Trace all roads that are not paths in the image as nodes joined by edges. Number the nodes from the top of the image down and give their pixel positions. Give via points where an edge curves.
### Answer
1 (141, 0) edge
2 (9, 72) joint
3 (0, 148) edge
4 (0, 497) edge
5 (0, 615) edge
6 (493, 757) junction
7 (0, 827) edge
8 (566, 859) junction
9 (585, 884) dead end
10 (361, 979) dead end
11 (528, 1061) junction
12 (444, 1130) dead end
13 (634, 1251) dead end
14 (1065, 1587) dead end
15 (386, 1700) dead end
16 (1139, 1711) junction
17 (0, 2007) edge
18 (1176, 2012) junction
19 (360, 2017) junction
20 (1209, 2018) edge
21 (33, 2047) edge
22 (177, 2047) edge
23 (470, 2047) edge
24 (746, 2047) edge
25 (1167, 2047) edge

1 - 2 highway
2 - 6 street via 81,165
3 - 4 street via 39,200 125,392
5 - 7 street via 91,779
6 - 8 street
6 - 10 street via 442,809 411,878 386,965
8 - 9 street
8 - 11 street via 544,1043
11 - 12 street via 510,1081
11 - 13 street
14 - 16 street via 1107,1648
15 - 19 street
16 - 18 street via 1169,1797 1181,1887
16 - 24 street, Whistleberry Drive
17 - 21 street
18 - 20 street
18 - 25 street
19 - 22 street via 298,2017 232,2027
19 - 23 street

### HOW TO COMPLETE THIS TASK
Retype the entire listing word for word.

### ANSWER TO THE PROBLEM
Trace all roads that are not paths in the image as nodes joined by edges. Number the nodes from the top of the image down and give their pixel positions. Give via points where an edge curves.
### Answer
1 (141, 0) edge
2 (9, 72) joint
3 (0, 148) edge
4 (0, 497) edge
5 (0, 615) edge
6 (493, 757) junction
7 (0, 827) edge
8 (566, 859) junction
9 (585, 884) dead end
10 (361, 979) dead end
11 (528, 1061) junction
12 (444, 1130) dead end
13 (634, 1251) dead end
14 (1065, 1587) dead end
15 (386, 1700) dead end
16 (1139, 1711) junction
17 (0, 2007) edge
18 (1176, 2012) junction
19 (360, 2017) junction
20 (1209, 2018) edge
21 (33, 2047) edge
22 (177, 2047) edge
23 (470, 2047) edge
24 (746, 2047) edge
25 (1167, 2047) edge

1 - 2 highway
2 - 6 street via 81,165
3 - 4 street via 39,200 125,392
5 - 7 street via 91,779
6 - 8 street
6 - 10 street via 442,809 411,878 386,965
8 - 9 street
8 - 11 street via 544,1043
11 - 12 street via 510,1081
11 - 13 street
14 - 16 street via 1107,1648
15 - 19 street
16 - 18 street via 1169,1797 1181,1887
16 - 24 street, Whistleberry Drive
17 - 21 street
18 - 20 street
18 - 25 street
19 - 22 street via 298,2017 232,2027
19 - 23 street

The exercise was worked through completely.